Saturday, July 4, 2020

On Our Relationship to Reality


On Our Relationship to Reality
July 4, 2020

I was delighted today when I read the famous Karen Armstrong saying something that, with a couple of caveats, I have been asserting for years. Beginning on the first page of her book The Lost Art of Scripture, Karen Armstrong makes this profoundly (though not completely) true statement of what the human relationship to external reality actually is:

[N]eurologists tell us that in fact we have no direct contact with the world we inhabit. We have only perspectives that come to us through the intricate circuits of our nervous system, so that we all—scientists as well as mystics—know only representations of reality, not reality itself. We deal with the world as it appears to us, not as it intrinsically is, so some of our interpretations may be more accurate than others. This somewhat disturbing news means that the ‘objective truths’ on which re rely are inherently illusive. The world is there; its energy and form exist. But our apprehension of it is only a mental projection. The world is outside our bodies, but not outside our minds….We are surrounded by a reality that transcends—or ‘goes beyond’—our conceptual grasp.[1]

What Armstrong says here is profoundly true—mostly. Indeed all we have is our perception of reality not reality itself. We are created as centered selves whose brains create a world in which we live. To Armstrong’s statement I would add only a couple of correctives.
First, from what Armstrong says we can conclude that the neurologists have finally caught up with the philosophers. Empirical philosophy has insisted since the eighteenth century that all we humans have is our perception of reality. David Hume, 1711 – 1776, was a pioneer in this understanding. To some of us its truth seems obvious, yet I have had a hard time convincing people of that truth.
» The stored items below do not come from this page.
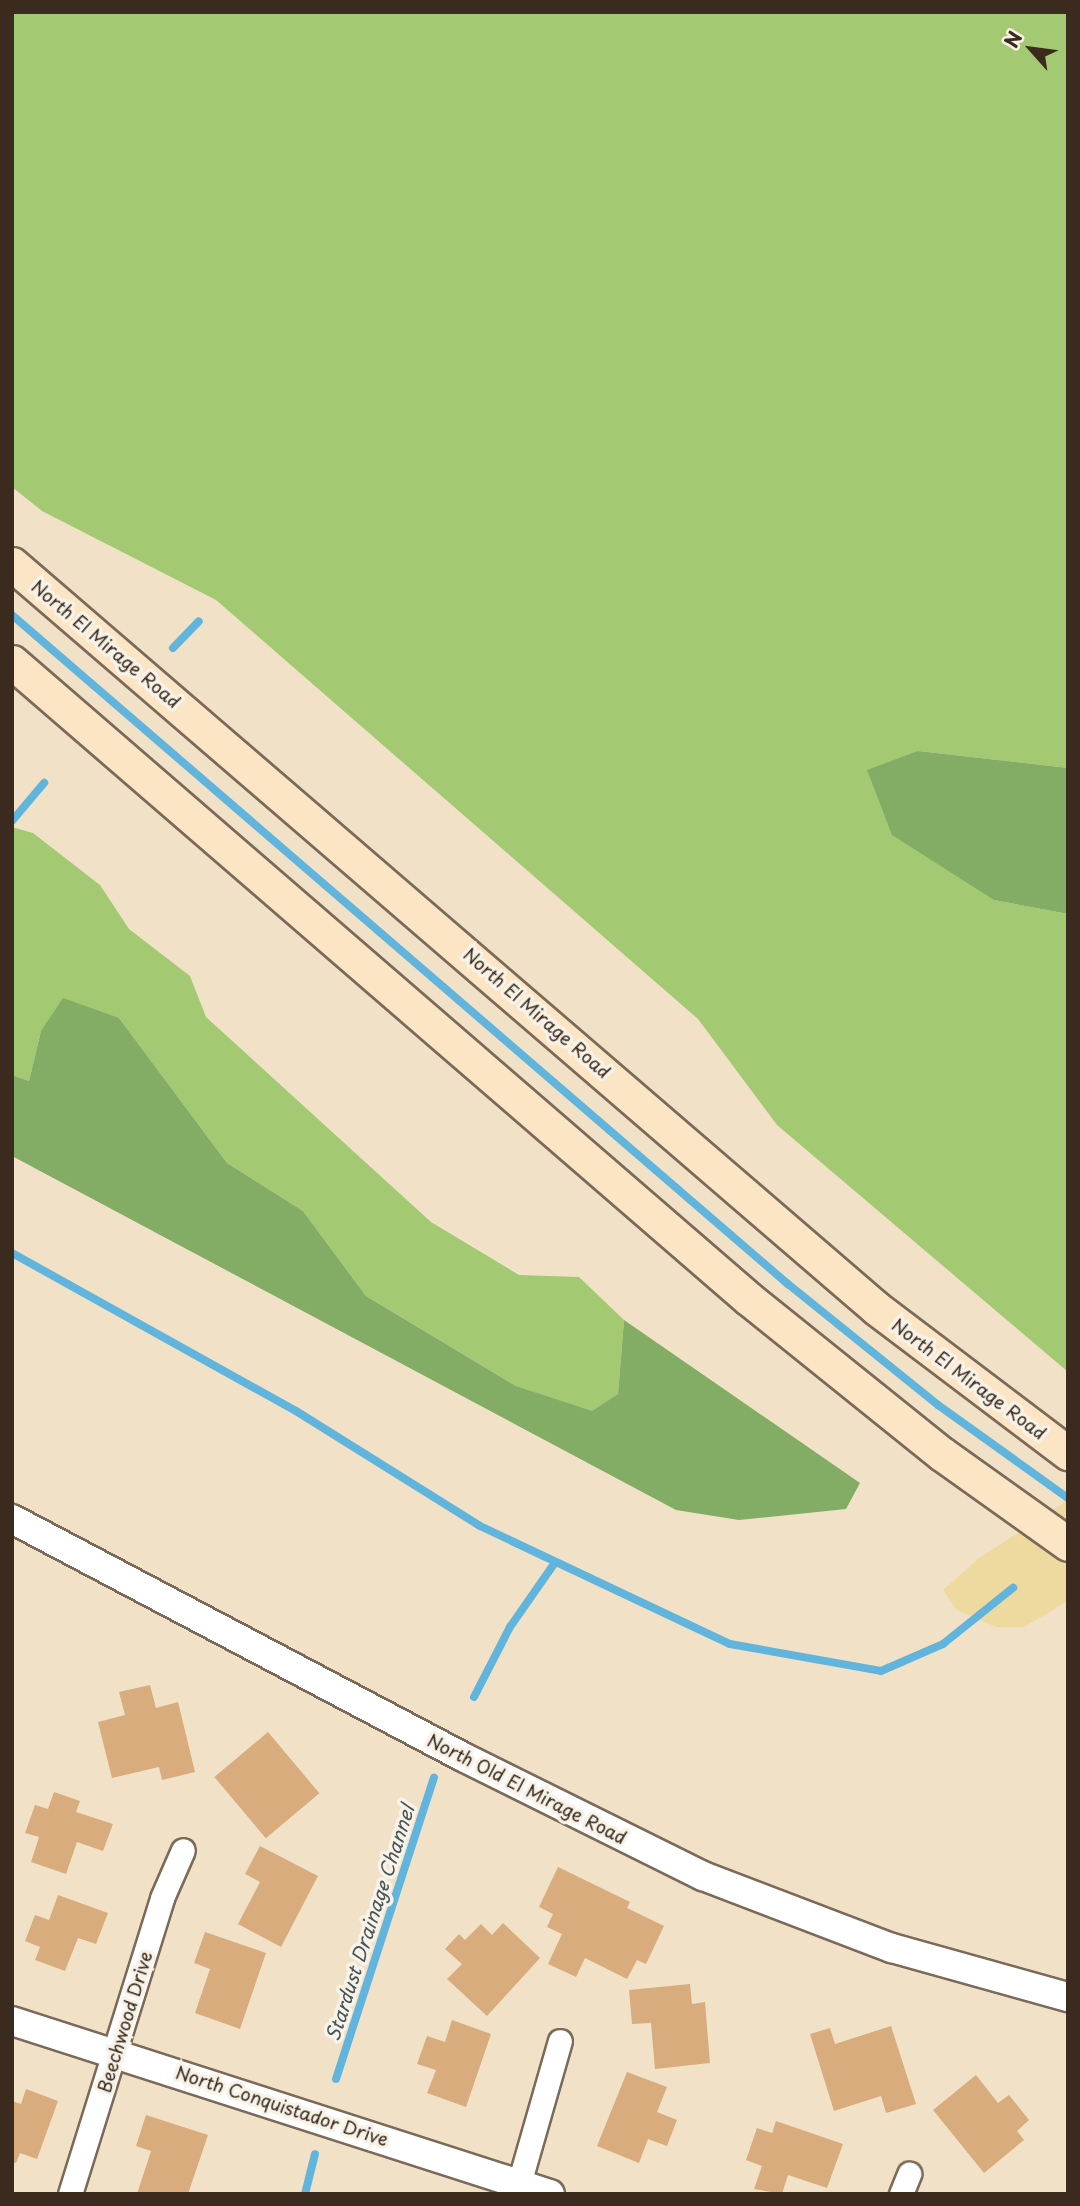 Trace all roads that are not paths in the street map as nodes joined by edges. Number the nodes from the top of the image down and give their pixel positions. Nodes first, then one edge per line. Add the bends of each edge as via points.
1 (12, 564) edge
2 (12, 662) edge
3 (1068, 1453) edge
4 (12, 1520) edge
5 (1068, 1544) edge
6 (183, 1850) dead end
7 (1068, 1997) edge
8 (12, 2021) edge
9 (559, 2041) dead end
10 (116, 2053) junction
11 (518, 2189) edge
12 (70, 2194) edge
13 (550, 2194) edge

1 - 3 main road, North El Mirage Road via 876,1308
2 - 5 main road via 760,1308 986,1486
4 - 7 street, North Old El Mirage Road via 639,1845 786,1910 951,1967
6 - 10 street, Beechwood Drive via 162,1898
8 - 10 street, North Conquistador Drive
9 - 11 street
10 - 11 street, North Conquistador Drive via 353,2129
10 - 12 street, Beechwood Drive
11 - 13 street, North Conquistador Drive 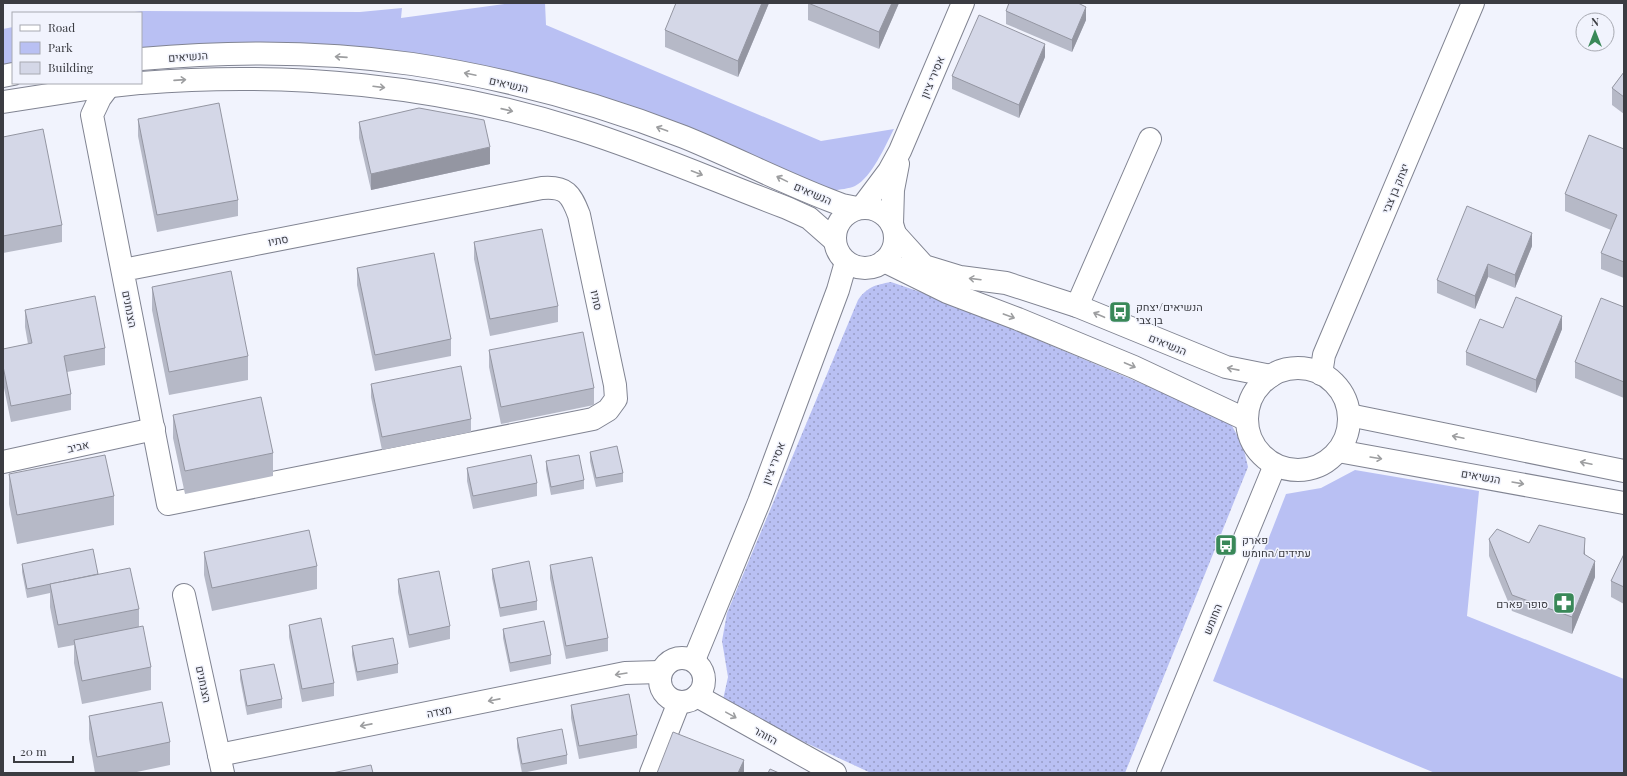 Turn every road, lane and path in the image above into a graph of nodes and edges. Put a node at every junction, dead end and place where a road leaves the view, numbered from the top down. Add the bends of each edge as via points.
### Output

Most people simply don’t want to, or can’t, deal with the reality that perception and how our minds work with perception is all we have. That a great many people reject the notion, however, doesn’t make it false. It just means that the contention that perception is all we have is so radically different from what most people believe that when they hear it they just reject it. It’s truth however is not the least bit affected by that rejection.
Second, I do not accept Armstrong’s contention that the “world is there” with the necessary implication that we can know absolutely that it is there, that it in fact exists apart from our perception of it. We all live with what in my book Liberating Christianity I call the objectivist assumption.[2] We act as though we actually knew that the world that we perceive has objective reality apart from our perception of it. We have to make that assumption. Living with that assumption facilitates our lives. Not making that assumption can be deadly. But that reality doesn’t make it more than an assumption. We can assert, I suppose, that there must be something out there that generates the perceptions we have of it. Yet we know that the human brain is quite capable of creating worlds that are radically different from the worlds most of us create on the basis of our perceptions. This truth is most apparent in cases of mental illness in which people live in a reality that is real to them but not to anyone else. There simply is no way to prove that what we perceive as objective reality actually has any objective reality at all.
I would therefore modify Armstrong’s wonderful statement in a couple of ways. I would point out that what she means is that the neurologists have finally caught up with the philosophers. I would modify here statement that “the world is there” to “we assume that the world is there.” I would make those modifications to Armstrong’s statement, but I hope that a great many people will read her words and take them to heart. Human thought and therefore human life depend on the world’s people coming to understand them and all of their profound implications.


[1] Armstrong, Karen, The Lost Art of Scripture, Rescuing the Sacred Texts, Alfred A. Knopf, New York, 2019, pp. 3-4.
[2] Sorenson, Thomas C., Liberating Christianity, Overcoming Obstacles to Faith in the New Millennium, Wipf and Stock Publishers, Eugene, Oregon, 2008. See in particular pages 200 to 203.